Stanford University, Palo Alto, California, USA.
Curr Opin Obstet Gynecol. 2024 Dec 1;36(6):394-399. doi: 10.1097/GCO.0000000000000988. Epub 2024 Sep 12.
The purpose of this review is to summarize the historical context and recent literature that contribute to the debate about preventive strategies for Rhesus (Rh)-alloimmunization in abortion are.
Recent studies repeatedly demonstrate that the risk of Rh-alloimmunization in first trimester abortion care is very low.
Recent high-quality studies have demonstrated the physiologic presence of fetal red blood cells in maternal circulation even prior to abortion. Thus, establishing the low utility of Rh immunoglobulin prior to abortion before 12 weeks of gestation.
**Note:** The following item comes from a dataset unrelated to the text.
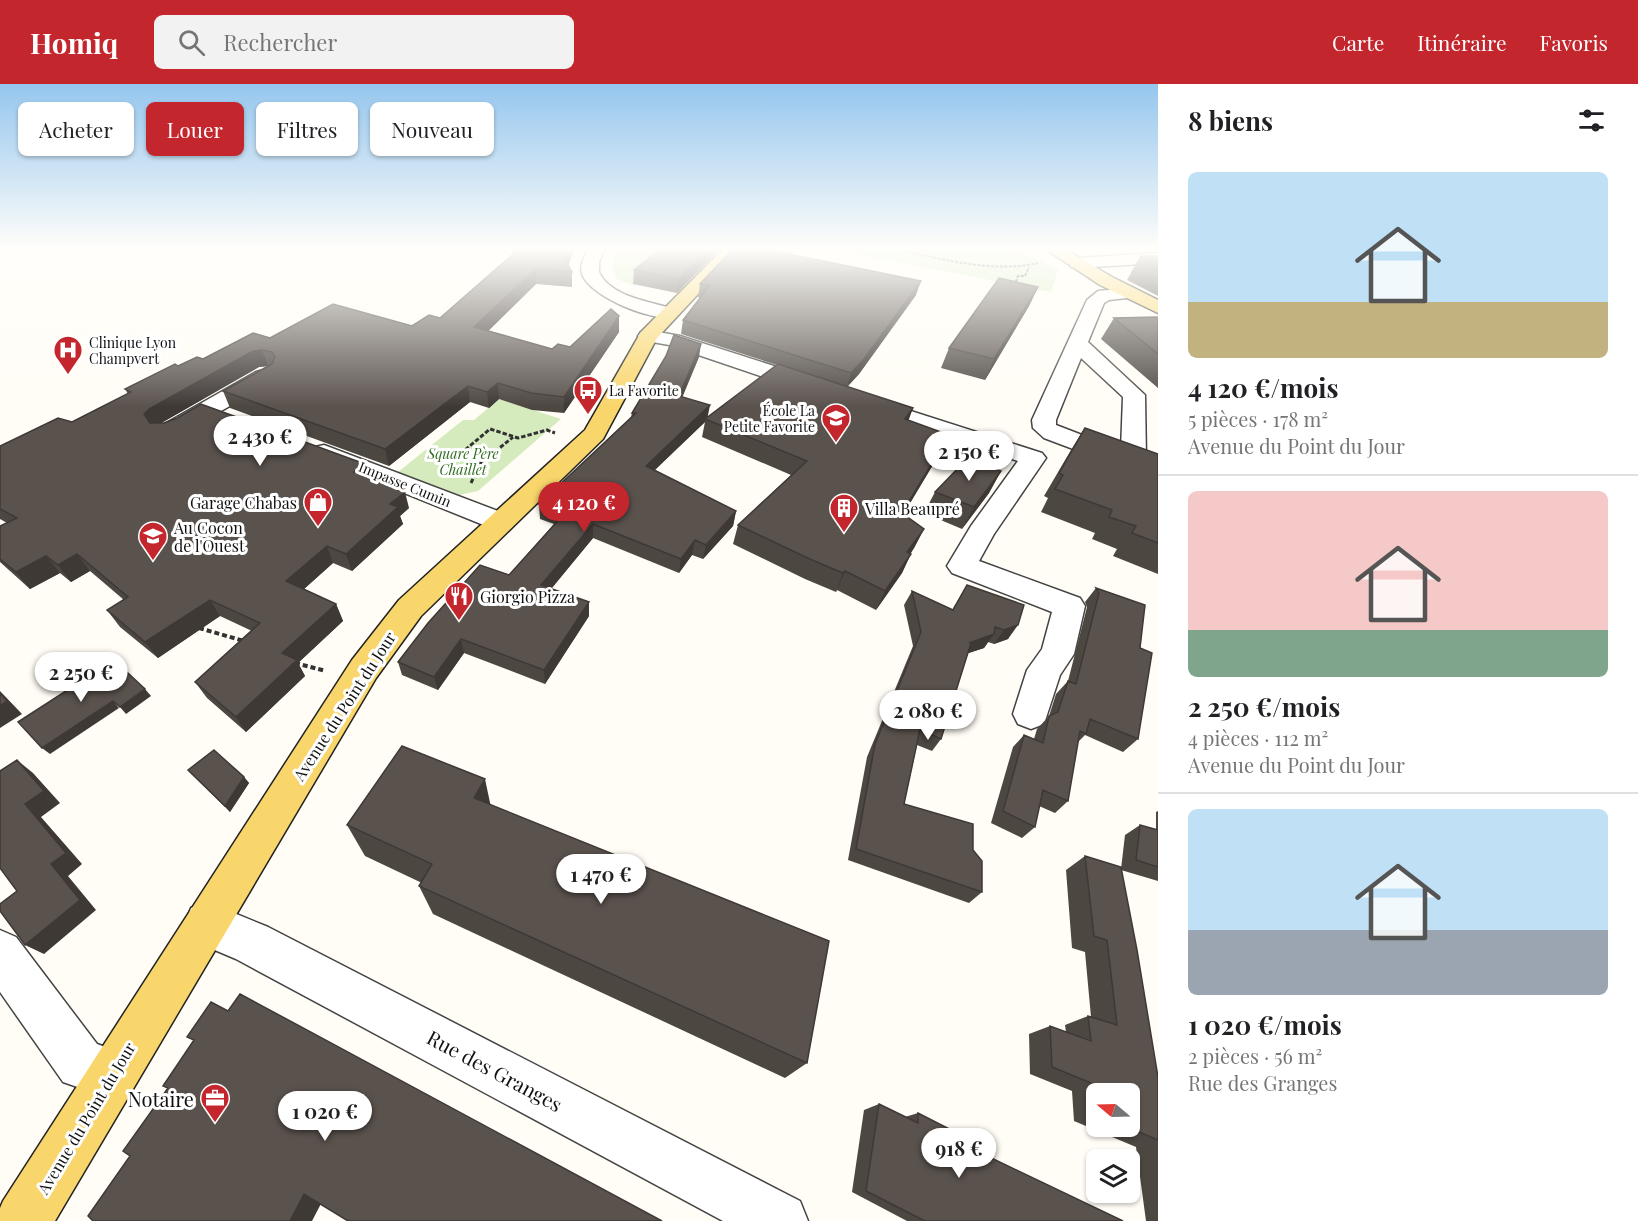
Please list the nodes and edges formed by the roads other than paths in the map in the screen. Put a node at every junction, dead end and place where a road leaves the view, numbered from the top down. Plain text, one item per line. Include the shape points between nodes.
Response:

There is yet to exist a consensus guideline that balances the desire to prevent a rare devastating outcome and the need to create practical guidelines based on evidence-based risk assessments.
本文综述了导致流产中预防 Rh 同种免疫策略相关争议的历史背景和近期文献。
近期的研究反复证明,在流产的早期妊娠护理中 Rh 同种免疫的风险非常低。
最近的高质量研究表明,即使在流产之前,胎儿红细胞也存在于母体循环中。因此,在妊娠 12 周之前,流产前使用 Rh 免疫球蛋白的效用很低。目前还没有一项共识指南能够平衡预防罕见灾难性结局的愿望和基于循证风险评估制定实用指南的需求。